Worm Breeder's Gazette 16(4): 33 (October 1, 2000)

These abstracts should not be cited in bibliographies. Material contained herein should be treated as personal communication and should be cited as such only with the consent of the author.

The Role of the Mitochondrial Genome in Caenorhabditis elegans Development

William Y. Tsang, Bernard D. Lemire

Department of Biochemistry, University of Alberta, Edmonton, Alberta, T6G 2H7, Canada.

The mitochondrial genome is essential for the biogenesis and function of the mitochondrial respiratory chain, the major source of ATP for most cells. It exists as 1,000 to 10,000 copies of a small circular mitochondrial DNA (mtDNA) molecule that is transcribed and translated independently of the nuclear genome. A large number of mtDNA defects (mutations, rearrangements, deletions, depletions) associated with a heterogeneous group of disorders had been described in humans.
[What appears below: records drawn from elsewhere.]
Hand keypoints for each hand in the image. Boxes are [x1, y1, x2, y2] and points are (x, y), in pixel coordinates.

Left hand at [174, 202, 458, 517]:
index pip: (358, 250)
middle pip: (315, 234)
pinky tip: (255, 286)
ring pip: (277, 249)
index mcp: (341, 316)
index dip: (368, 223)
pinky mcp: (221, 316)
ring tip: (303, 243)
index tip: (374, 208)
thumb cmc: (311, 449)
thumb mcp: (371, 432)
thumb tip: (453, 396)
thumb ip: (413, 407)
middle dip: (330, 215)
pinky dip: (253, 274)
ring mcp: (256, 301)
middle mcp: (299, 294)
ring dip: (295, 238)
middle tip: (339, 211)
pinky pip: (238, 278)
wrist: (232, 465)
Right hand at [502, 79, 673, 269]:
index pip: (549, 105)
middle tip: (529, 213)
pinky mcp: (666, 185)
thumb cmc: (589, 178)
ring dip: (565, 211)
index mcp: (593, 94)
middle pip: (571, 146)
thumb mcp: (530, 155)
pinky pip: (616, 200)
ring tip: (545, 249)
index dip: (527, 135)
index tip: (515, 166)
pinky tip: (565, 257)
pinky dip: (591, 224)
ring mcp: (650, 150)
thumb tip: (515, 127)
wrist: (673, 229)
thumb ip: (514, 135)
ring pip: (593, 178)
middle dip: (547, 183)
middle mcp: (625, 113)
We determined the mtDNA copy number of each of the C. elegans developmental stages as an indirect indicator of energy demands associated with development. The copy numbers per animal are: L1, 21,000 ± 6,000; L2, 22,000 ± 6,100; L3, 26,000 ± 10,000; L4, 68,000 ± 17,000; adult, 820,000 ± 190,000; glp-1(q339) L4, 69,000 ± 18,000; and glp-1(q339) adult, 81,000 ± 18,000. We conclude that a 3-fold mtDNA copy number increase from L3 to L4 is associated with somatic development, and a further 10-fold increase from L4 to adult is associated with germ-line development.

Ethidium bromide (EtBr) is a well-known inhibitor of mtDNA replication in yeast, avian, and mammalian cells and depletes mtDNA over time. We exposed staged nematodes to EtBr to access the effects of blocking the mtDNA replication. Embryonic exposure blocks the somatic mtDNA increase and results in developmental arrest as L3 larvae. Exposure of older larvae affects both the somatic and the germ-line associated copy number increases and results in some animals arresting as L4 larvae and others developing into adults with a variety of somatic and germ-line defects, including reduced overall sizes, abnormal gonad arms, reduced brood sizes, and inviable embryos.

We suggest that mtDNA copy number is tightly regulated in order to meet the energy demands associated with normal somatic and germ-line development.